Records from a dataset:
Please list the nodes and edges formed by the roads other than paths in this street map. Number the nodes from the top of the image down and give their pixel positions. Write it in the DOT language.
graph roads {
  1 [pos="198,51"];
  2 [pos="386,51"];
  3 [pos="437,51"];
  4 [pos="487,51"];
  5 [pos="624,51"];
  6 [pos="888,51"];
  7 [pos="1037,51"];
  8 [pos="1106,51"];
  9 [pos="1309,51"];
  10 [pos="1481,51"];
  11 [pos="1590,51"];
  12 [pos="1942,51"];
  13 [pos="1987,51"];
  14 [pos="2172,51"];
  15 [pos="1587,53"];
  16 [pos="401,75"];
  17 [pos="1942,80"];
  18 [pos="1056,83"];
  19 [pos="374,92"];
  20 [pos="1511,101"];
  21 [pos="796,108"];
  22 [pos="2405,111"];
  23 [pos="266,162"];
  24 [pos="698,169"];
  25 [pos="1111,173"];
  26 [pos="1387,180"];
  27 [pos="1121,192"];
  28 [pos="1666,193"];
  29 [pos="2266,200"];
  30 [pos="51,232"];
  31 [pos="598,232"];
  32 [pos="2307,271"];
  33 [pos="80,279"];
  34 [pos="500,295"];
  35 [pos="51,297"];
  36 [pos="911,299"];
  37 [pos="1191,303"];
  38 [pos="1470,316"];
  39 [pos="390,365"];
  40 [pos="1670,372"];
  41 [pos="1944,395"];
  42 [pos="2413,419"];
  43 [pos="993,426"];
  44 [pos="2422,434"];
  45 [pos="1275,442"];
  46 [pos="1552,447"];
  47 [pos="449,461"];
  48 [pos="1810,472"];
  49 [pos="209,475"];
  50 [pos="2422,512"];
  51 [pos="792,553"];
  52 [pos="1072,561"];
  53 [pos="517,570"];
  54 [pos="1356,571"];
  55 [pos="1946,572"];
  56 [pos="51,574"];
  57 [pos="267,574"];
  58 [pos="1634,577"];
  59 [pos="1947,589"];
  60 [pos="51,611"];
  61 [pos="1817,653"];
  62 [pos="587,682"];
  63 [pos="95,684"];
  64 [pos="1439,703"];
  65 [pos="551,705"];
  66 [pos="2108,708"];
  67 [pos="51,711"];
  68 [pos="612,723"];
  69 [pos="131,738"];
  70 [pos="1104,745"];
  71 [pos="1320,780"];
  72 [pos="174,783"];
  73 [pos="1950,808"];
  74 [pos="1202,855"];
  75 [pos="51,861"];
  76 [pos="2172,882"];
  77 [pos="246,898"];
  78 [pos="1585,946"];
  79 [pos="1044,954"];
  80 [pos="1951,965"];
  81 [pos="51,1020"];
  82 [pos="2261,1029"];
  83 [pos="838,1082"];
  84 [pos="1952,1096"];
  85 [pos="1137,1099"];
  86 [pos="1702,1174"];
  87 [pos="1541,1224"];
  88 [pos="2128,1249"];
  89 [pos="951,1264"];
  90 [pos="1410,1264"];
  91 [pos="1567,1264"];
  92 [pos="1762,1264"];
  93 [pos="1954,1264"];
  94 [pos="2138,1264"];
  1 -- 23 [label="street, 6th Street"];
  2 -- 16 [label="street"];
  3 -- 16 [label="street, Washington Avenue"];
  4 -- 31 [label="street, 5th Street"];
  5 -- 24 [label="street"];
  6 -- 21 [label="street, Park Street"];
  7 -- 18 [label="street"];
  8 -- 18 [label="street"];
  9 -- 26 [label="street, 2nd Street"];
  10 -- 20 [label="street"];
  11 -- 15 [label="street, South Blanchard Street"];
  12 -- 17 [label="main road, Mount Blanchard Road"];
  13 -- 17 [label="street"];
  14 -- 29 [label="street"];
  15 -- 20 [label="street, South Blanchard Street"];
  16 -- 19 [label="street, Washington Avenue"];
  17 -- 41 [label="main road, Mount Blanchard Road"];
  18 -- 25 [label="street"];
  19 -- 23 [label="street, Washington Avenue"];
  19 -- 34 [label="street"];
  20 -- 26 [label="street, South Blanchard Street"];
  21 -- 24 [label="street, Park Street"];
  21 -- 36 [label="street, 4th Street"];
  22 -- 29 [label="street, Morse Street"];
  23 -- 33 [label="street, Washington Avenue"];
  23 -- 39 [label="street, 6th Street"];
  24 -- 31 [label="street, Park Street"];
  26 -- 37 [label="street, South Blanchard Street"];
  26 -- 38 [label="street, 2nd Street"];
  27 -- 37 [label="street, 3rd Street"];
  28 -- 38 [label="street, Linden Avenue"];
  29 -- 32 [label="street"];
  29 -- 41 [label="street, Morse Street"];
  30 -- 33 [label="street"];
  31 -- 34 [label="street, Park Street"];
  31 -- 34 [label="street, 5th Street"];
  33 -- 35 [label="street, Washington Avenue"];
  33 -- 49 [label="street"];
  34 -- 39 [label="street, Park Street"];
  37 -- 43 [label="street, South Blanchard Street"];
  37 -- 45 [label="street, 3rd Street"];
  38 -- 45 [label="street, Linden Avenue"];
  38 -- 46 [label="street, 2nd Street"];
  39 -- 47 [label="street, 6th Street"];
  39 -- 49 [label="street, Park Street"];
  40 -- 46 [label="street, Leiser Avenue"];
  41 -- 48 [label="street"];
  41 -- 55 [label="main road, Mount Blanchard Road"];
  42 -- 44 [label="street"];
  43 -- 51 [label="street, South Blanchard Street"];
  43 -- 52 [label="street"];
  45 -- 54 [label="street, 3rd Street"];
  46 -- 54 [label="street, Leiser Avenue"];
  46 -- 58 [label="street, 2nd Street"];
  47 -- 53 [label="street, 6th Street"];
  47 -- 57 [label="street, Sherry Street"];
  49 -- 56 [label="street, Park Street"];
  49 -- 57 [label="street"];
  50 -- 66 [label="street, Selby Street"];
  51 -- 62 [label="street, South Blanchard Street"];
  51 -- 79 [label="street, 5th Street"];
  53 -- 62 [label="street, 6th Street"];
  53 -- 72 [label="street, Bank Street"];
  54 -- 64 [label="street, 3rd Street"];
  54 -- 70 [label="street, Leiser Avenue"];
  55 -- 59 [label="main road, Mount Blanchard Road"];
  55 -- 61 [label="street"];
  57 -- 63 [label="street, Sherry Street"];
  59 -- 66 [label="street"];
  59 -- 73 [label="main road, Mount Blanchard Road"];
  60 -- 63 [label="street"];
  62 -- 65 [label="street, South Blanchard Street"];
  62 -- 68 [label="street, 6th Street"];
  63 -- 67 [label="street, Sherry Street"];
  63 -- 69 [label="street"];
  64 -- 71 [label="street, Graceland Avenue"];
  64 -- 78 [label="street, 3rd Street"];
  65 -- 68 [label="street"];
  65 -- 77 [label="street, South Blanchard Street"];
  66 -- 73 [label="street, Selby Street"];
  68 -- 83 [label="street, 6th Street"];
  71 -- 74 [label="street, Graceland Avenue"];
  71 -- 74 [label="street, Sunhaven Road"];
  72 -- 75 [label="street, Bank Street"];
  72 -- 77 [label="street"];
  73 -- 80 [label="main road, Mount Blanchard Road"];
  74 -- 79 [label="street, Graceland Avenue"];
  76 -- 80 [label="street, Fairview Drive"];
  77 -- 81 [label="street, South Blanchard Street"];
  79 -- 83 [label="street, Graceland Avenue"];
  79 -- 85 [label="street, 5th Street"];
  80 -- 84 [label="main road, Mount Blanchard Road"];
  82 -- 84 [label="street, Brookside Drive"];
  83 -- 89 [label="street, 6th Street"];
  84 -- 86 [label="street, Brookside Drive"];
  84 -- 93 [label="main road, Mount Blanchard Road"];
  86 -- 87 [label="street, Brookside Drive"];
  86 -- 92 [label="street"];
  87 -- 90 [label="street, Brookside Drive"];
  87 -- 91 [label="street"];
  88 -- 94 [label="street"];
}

*TASK TO CARRY OUT*
Give the count of lines in the data above that hold the string "Bank", with no additional words.

*SOLUTION FOR THIS PROBLEM*
2